## DATA RECORDS

★ ★ ★ ★ ★

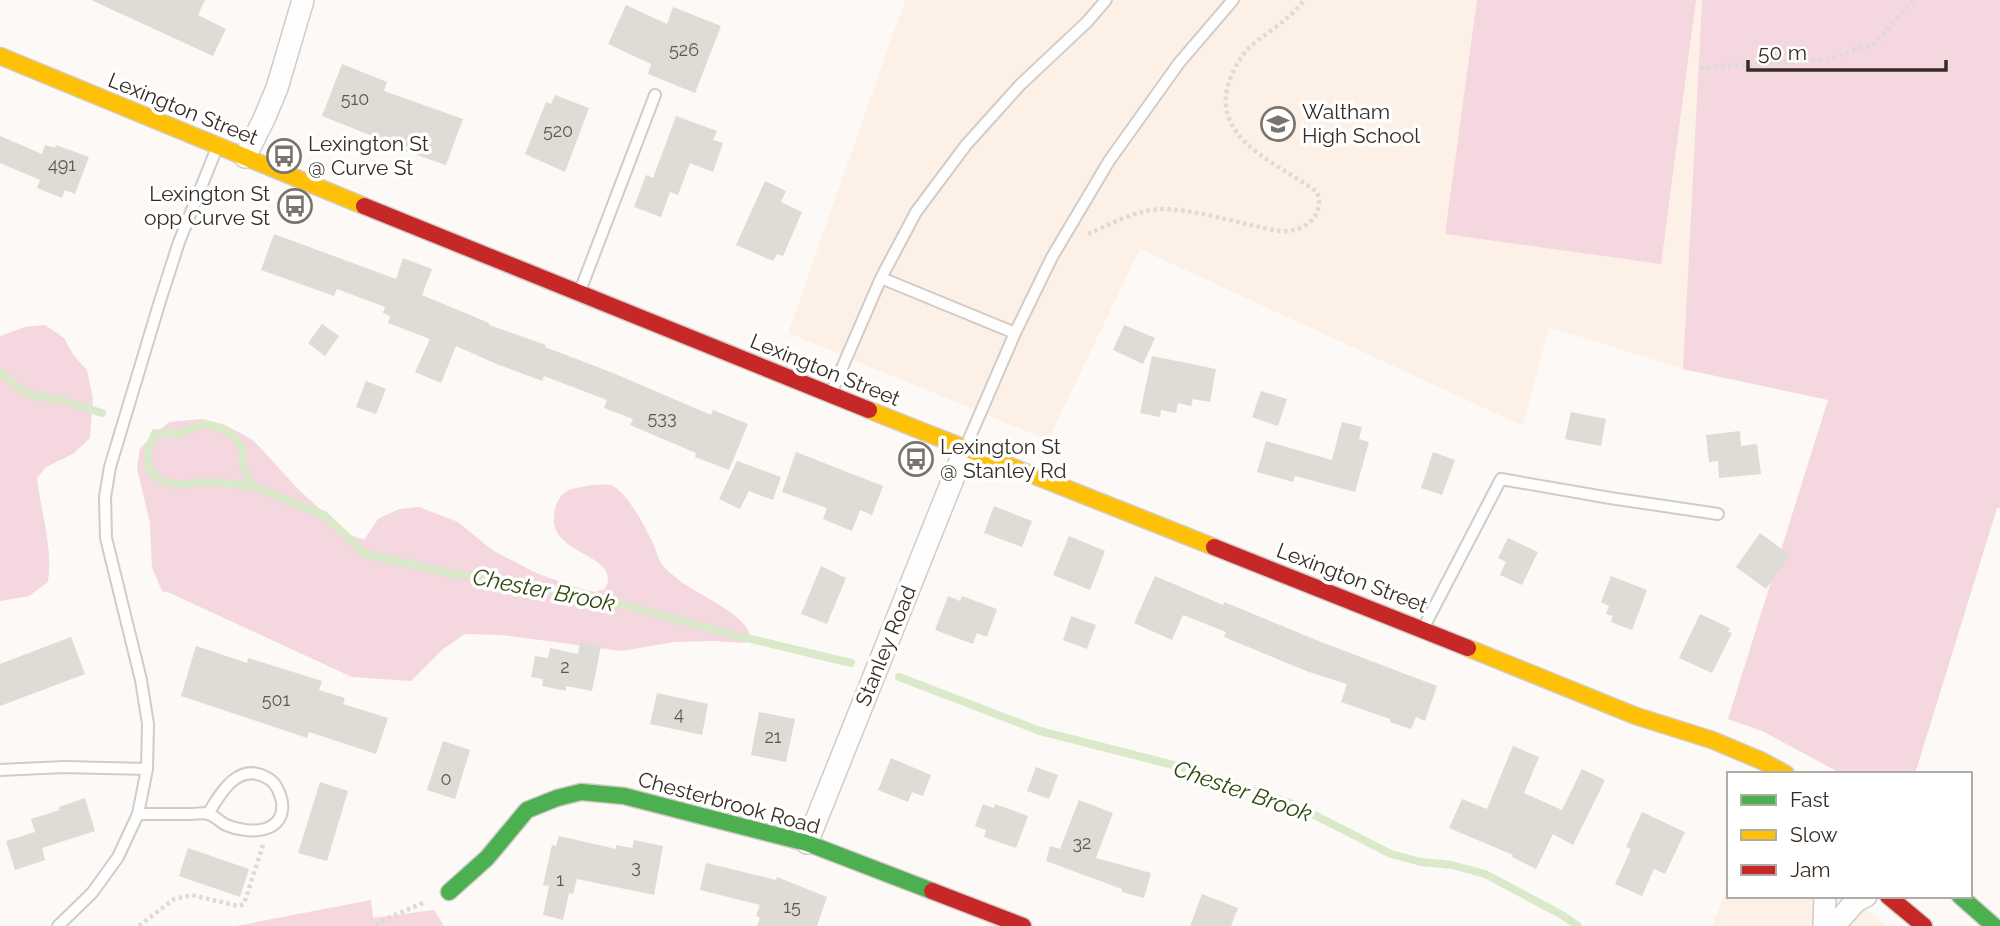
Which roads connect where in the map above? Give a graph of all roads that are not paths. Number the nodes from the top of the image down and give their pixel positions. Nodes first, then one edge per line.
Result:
1 (303, 0) edge
2 (1106, 0) edge
3 (1233, 0) edge
4 (0, 56) edge
5 (655, 95) dead end
6 (217, 146) junction
7 (245, 157) junction
8 (881, 278) junction
9 (579, 294) junction
10 (1015, 333) junction
11 (831, 395) junction
12 (965, 449) junction
13 (1718, 514) dead end
14 (1423, 629) junction
15 (1636, 716) junction
16 (1694, 749) dead end
17 (147, 769) junction
18 (0, 770) edge
19 (1782, 772) edge
20 (138, 814) junction
21 (208, 814) junction
22 (807, 844) junction
23 (449, 892) road end
24 (1825, 898) edge
25 (1862, 898) edge
26 (1890, 898) edge
27 (1962, 898) edge
28 (58, 926) edge
29 (1023, 926) edge
30 (1824, 926) edge
31 (1834, 926) edge
32 (1924, 926) edge
33 (1994, 926) edge

1 - 7 street
2 - 8 lane
3 - 10 lane
4 - 6 main road, Lexington Street
5 - 9 lane
6 - 7 main road, Lexington Street
6 - 17 lane
7 - 9 main road, Lexington Street
8 - 10 lane
8 - 11 lane
9 - 11 main road, Lexington Street
10 - 12 lane
11 - 12 main road, Lexington Street
12 - 14 main road, Lexington Street
12 - 22 street, Stanley Road
13 - 14 lane
14 - 15 main road, Lexington Street
15 - 16 main road, Lexington Street
15 - 19 main road, Lexington Street
17 - 18 lane
17 - 20 lane
20 - 21 lane
20 - 28 lane
21 - 21 lane
22 - 23 main road, Chesterbrook Road
22 - 29 main road, Chesterbrook Road
24 - 30 street
25 - 31 street
26 - 32 main road
27 - 33 main road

★ ★ ★ ★ ★

## AIM OF THE TASK
Return the entries above exactly, skipping any images.

## SOLUTION TO THE PROBLEM
Which roads connect where in the map above? Give a graph of all roads that are not paths. Number the nodes from the top of the image down and give their pixel positions. Nodes first, then one edge per line.
Result:
1 (303, 0) edge
2 (1106, 0) edge
3 (1233, 0) edge
4 (0, 56) edge
5 (655, 95) dead end
6 (217, 146) junction
7 (245, 157) junction
8 (881, 278) junction
9 (579, 294) junction
10 (1015, 333) junction
11 (831, 395) junction
12 (965, 449) junction
13 (1718, 514) dead end
14 (1423, 629) junction
15 (1636, 716) junction
16 (1694, 749) dead end
17 (147, 769) junction
18 (0, 770) edge
19 (1782, 772) edge
20 (138, 814) junction
21 (208, 814) junction
22 (807, 844) junction
23 (449, 892) road end
24 (1825, 898) edge
25 (1862, 898) edge
26 (1890, 898) edge
27 (1962, 898) edge
28 (58, 926) edge
29 (1023, 926) edge
30 (1824, 926) edge
31 (1834, 926) edge
32 (1924, 926) edge
33 (1994, 926) edge

1 - 7 street
2 - 8 lane
3 - 10 lane
4 - 6 main road, Lexington Street
5 - 9 lane
6 - 7 main road, Lexington Street
6 - 17 lane
7 - 9 main road, Lexington Street
8 - 10 lane
8 - 11 lane
9 - 11 main road, Lexington Street
10 - 12 lane
11 - 12 main road, Lexington Street
12 - 14 main road, Lexington Street
12 - 22 street, Stanley Road
13 - 14 lane
14 - 15 main road, Lexington Street
15 - 16 main road, Lexington Street
15 - 19 main road, Lexington Street
17 - 18 lane
17 - 20 lane
20 - 21 lane
20 - 28 lane
21 - 21 lane
22 - 23 main road, Chesterbrook Road
22 - 29 main road, Chesterbrook Road
24 - 30 street
25 - 31 street
26 - 32 main road
27 - 33 main road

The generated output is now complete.